Tig Notaro’s traumedy is a dryly comic, deeply moving reimagining of the time in her life when she moved back home to Biloxi while recovering from two profoundly challenging events: the death of her mother and her own breast cancer diagnosis. Season 2 maintains the first season’s fine-tuned sensitivity to the characters’ feelings and relationships while upping the moral and emotional antes.

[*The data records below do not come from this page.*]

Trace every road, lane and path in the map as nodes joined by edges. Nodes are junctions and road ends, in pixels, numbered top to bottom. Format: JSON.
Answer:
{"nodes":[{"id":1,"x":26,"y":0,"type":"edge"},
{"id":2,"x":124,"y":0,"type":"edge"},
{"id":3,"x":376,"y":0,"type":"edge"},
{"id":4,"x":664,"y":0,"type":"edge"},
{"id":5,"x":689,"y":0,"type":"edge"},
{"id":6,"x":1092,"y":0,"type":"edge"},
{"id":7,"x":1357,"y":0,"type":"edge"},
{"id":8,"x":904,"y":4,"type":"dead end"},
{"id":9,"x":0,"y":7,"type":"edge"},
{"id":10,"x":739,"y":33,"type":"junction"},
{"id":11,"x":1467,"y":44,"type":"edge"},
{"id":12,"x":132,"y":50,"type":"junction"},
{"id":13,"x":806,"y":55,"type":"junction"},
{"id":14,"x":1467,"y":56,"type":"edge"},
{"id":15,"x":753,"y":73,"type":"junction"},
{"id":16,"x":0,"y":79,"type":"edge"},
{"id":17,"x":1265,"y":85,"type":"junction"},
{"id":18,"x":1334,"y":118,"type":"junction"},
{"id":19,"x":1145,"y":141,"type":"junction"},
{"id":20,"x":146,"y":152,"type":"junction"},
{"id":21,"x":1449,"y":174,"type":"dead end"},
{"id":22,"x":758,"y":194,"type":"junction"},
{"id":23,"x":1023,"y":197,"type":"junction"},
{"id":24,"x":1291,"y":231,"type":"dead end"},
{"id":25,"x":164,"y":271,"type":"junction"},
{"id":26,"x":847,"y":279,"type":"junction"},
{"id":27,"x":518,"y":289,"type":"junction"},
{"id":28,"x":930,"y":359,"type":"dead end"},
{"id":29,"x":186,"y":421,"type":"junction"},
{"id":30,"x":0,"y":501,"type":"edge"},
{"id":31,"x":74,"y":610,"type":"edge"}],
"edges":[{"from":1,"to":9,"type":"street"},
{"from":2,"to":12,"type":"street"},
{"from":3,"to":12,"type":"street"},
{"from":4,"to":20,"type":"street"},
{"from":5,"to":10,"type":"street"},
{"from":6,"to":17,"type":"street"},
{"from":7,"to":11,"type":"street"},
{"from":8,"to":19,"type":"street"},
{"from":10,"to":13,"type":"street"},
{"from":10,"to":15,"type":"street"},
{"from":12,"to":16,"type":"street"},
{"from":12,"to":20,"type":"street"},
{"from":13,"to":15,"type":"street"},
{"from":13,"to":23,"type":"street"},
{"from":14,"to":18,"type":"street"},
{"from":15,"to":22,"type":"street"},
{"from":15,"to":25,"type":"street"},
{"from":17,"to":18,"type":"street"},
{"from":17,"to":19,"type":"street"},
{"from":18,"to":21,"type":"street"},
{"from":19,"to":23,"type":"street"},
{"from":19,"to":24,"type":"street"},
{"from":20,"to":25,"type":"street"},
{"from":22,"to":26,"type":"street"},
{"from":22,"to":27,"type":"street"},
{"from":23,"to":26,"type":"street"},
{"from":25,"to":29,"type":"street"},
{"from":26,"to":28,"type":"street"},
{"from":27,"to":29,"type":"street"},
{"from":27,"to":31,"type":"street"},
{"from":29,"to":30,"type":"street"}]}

Tig and her brother (Noah Harpster) grapple with the guilt and trauma they carry as a result of the sexual abuse that she suffered and he witnessed when they were children. That memory surfaces after Kate (Notaro’s real-life wife, Stephanie Allynne), the producer of Tig’s conversational/confessional radio show, is sexually assaulted by a colleague. And falling for an African-American colleague forces Tig’s socially awkward stepfather (John Rothman) to come to terms with the legacy of racism in America in general, and in the South in particular. Meanwhile Tig and Kate finally become a couple after a long, one-sided courtship during which Kate, who thinks of herself as straight, sorts out her feelings for Tig. Their love feels authentic and hard won, like everything else in this show—which is beginning to feel as much like a chronicle of present-day America as it is of Notaro’s recent past. Written for Slant Magazine

Chewing Gum, Season 2











An extravagant beauty who delights in playing the fool, Michaela Coel plays Chewing Gum’s main character, Tracey, with a near-irresistible combination of wide-eyed gusto and coltish naivete. Add in a hormonal young woman’s determination to escape the Puritanical constraints of her fundamentalist upbringing by having as much sex as possible and you have the perfect heroine for a surprisingly wholesome and endearing comedy about sex and other stupid human tricks—but mostly sex—in and around a British public housing project. This season, which Coel has said is the series’ last, makes excellent use of the actress’ gift for physical comedy, her elastic face, and her ability to telegraph buoyant vulnerability. Swiping on clownish makeup in a botched attempt to impress an ex or striking exaggeratedly alluring poses at a sex club only to face repeated rejection, Tracey is laughable and loveable, a glorious, openhearted self-directed experiment.